En effet, la Société prône de longue date des valeurs d’éthique, d’équité et de diversité.
Les organisations syndicales partagent ces valeurs et souhaitent par cet accord s'engager en faveur de la promotion de l'égalité professionnelle et salariale et réaffirment leur attachement au respect du principe de non-discrimination entre les femmes et les hommes.
Elles reconnaissent que la mixité dans les emplois à tous les niveaux est source de complémentarité, d'équilibre social et d'efficacité économique.
C’est pourquoi les organisations syndicales et la Société ont convenu de signer le présent accord.
Article 1 : Champ d’application
Le présent accord s’applique à l’ensemble du personnel de la Société
ARTICLE 2 : OBJET
En application des articles L. 2242-1 et suivants du Code du travail relatifs à l’égalité professionnelle entre les femmes et les hommes, les parties signataires affirment, au terme du présent accord, leur volonté de promouvoir l’égalité de traitement professionnel entre les femmes et les hommes et de sensibiliser l’ensemble des collaborateurs de l’entreprise sur ce sujet.
L’objectif du présent accord est de s’assurer que l’égalité de traitement professionnel entre les femmes et les hommes est appliquée au sein de la Société
Les parties signataires ont décidé d’agir sur 3 domaines d’action afin de garantir et/ou maintenir l’égalité de traitement entre les sexes :
La formation professionnelle
L’articulation entre l’activité professionnelle et la vie personnelle et familiale
Les rémunérations entre les femmes et les hommes
ARTICLE 3 : ACTIONS
3.1 La formation professionnelle
Objectif : Garantir une égalité de traitement entre les hommes et les femmes dans l’adaptation au poste de travail, l’évolution et le maintien dans leur emploi et le développement de leurs compétences
L’accès à la formation professionnelle est un élément déterminant pour assurer aux salariés une réelle égalité de traitement dans leur déroulement de carrière, dans l’évolution de leurs qualifications et dans leur promotion.
Ainsi, la Société s’engage à promouvoir l’égalité d’accès à la formation des femmes et des hommes et à prévoir des formations adéquates pour la mise à niveau s’il existe un écart en défaveur des femmes ou des hommes.
Action : Suivi de l’égal accès à la formation entre les hommes et les femmes
La Société veillera à ce que l’accès à la formation professionnelle soit équitable et indépendant du sexe du.de la salarié.e.
L’analyse de la formation et du respect de ce principe sera réalisée annuellement à partir des éléments transmis dans la BDES.
Ce suivi consistera à mesurer :
le pourcentage d’hommes et de femmes ayant suivi une formation au cours de l’année civile ;
le nombre d’heures moyen de formation pour les hommes et les femmes ayant suivi une formation au cours de l’année civile
L’objectif est annuellement de s’assurer que l’écart au niveau de chacun des indicateurs ci-dessous est inférieur à 5 points entre les hommes et les femmes.

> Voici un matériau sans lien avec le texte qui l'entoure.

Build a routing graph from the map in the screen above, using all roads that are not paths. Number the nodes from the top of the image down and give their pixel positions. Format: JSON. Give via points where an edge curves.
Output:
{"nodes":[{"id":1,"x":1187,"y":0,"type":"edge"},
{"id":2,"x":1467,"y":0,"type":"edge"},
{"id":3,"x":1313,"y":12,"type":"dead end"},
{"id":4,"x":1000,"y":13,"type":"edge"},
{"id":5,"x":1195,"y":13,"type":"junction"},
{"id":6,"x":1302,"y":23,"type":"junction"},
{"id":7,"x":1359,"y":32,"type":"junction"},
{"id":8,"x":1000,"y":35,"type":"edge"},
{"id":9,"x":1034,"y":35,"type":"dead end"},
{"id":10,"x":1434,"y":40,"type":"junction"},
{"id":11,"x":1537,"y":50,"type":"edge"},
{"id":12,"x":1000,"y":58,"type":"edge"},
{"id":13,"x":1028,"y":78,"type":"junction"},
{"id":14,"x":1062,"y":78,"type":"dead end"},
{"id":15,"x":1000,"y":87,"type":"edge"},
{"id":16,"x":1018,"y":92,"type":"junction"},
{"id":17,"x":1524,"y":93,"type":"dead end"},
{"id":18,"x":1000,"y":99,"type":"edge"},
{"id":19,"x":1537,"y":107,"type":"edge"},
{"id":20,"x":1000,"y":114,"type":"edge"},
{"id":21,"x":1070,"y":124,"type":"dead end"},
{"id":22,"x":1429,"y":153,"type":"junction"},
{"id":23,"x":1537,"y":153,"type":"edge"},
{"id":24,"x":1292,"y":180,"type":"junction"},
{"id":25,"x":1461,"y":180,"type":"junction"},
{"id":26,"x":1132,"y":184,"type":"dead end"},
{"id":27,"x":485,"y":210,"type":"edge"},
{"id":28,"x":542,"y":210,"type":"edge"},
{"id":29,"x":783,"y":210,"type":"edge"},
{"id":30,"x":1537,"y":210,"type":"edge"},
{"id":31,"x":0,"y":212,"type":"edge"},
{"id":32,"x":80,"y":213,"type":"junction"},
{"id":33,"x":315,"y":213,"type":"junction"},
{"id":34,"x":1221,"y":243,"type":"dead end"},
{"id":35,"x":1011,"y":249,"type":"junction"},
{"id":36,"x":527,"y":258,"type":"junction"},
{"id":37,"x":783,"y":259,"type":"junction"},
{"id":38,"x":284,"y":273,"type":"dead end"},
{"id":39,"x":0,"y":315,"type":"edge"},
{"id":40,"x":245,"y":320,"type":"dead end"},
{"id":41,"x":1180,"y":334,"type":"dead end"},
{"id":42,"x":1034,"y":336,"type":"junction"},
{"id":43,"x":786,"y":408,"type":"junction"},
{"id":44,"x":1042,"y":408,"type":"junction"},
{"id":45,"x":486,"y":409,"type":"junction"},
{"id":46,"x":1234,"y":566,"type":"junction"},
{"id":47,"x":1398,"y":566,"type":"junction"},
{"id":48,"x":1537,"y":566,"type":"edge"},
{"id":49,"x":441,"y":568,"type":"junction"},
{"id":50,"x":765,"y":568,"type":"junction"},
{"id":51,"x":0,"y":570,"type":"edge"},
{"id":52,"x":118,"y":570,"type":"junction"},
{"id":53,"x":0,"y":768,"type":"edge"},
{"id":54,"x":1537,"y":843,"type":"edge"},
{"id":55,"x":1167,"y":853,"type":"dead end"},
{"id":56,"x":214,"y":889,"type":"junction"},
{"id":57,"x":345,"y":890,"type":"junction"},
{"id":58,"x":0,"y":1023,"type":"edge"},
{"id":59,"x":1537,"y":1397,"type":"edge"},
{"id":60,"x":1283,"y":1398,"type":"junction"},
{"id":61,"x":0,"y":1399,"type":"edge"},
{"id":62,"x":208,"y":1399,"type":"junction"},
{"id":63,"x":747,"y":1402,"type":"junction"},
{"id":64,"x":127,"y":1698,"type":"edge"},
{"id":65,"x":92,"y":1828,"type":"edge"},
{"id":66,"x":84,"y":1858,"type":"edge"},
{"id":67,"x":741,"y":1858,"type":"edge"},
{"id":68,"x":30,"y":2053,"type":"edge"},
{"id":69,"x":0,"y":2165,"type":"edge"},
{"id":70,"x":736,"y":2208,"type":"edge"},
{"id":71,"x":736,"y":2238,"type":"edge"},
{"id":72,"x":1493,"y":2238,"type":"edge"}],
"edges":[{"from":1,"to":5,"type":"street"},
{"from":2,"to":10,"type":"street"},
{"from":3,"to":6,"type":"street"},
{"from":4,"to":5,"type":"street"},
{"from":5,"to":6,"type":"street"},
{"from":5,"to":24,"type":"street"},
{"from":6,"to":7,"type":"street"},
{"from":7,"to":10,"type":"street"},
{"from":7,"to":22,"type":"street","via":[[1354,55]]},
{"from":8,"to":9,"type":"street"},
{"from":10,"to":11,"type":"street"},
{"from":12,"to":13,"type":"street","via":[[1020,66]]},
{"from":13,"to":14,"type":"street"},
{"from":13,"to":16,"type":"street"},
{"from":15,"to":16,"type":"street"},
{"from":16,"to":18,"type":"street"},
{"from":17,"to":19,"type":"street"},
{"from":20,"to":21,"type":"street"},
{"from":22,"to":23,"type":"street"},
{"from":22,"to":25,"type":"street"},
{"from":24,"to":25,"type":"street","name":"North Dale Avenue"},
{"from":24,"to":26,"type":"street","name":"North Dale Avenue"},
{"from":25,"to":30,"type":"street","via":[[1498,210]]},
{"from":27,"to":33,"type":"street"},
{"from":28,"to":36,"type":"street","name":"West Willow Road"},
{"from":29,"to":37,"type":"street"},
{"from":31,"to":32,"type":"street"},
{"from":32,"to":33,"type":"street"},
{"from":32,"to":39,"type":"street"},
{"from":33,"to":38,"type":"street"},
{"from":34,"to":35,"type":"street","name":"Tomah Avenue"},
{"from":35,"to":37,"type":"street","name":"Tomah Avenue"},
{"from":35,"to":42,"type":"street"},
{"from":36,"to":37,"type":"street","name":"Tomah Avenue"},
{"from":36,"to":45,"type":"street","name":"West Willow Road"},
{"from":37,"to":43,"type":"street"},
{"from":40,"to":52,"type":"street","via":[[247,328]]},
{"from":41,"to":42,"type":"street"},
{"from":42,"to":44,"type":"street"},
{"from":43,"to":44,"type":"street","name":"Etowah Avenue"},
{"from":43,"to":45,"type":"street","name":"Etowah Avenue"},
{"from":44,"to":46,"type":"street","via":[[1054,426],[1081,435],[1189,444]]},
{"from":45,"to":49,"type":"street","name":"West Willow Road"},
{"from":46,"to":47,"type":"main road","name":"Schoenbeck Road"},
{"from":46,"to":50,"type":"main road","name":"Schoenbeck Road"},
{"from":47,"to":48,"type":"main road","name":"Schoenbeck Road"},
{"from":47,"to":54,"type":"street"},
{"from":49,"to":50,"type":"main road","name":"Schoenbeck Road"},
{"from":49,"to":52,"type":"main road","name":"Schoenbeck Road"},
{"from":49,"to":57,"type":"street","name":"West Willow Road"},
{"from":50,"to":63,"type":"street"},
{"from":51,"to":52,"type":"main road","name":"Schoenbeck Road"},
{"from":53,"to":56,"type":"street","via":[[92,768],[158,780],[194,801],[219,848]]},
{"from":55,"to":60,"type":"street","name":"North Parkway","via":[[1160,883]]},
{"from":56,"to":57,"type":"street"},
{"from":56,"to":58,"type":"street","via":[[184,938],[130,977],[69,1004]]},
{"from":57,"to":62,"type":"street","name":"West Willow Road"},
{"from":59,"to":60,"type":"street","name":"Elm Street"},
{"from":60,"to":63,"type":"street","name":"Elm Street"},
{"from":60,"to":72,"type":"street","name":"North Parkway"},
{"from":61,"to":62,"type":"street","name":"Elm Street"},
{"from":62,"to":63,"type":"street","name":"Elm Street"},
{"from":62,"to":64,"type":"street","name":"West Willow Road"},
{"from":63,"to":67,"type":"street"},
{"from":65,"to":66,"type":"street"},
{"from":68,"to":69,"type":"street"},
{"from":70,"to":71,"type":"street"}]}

En cas d’écart supérieur à 5 points, la société mettre en place une action corrective. Un écart inférieur à 5 points est jugé non impactant et ne nécessitant pas d’action corrective. Toutefois, si un écart même inférieur à 5 points était constaté durant deux années consécutives au désavantage soit des hommes, soit des femmes, une action corrective serait décidée et mise en œuvre. Ces écarts sont analysés relativement à l’effectif des hommes et des femmes présents dans l’entreprise.
Indicateurs :
Nombre d’hommes en formation / nombre d’hommes total (en pourcentage)
Nombre de femmes en formation / nombre de femmes total (en pourcentage)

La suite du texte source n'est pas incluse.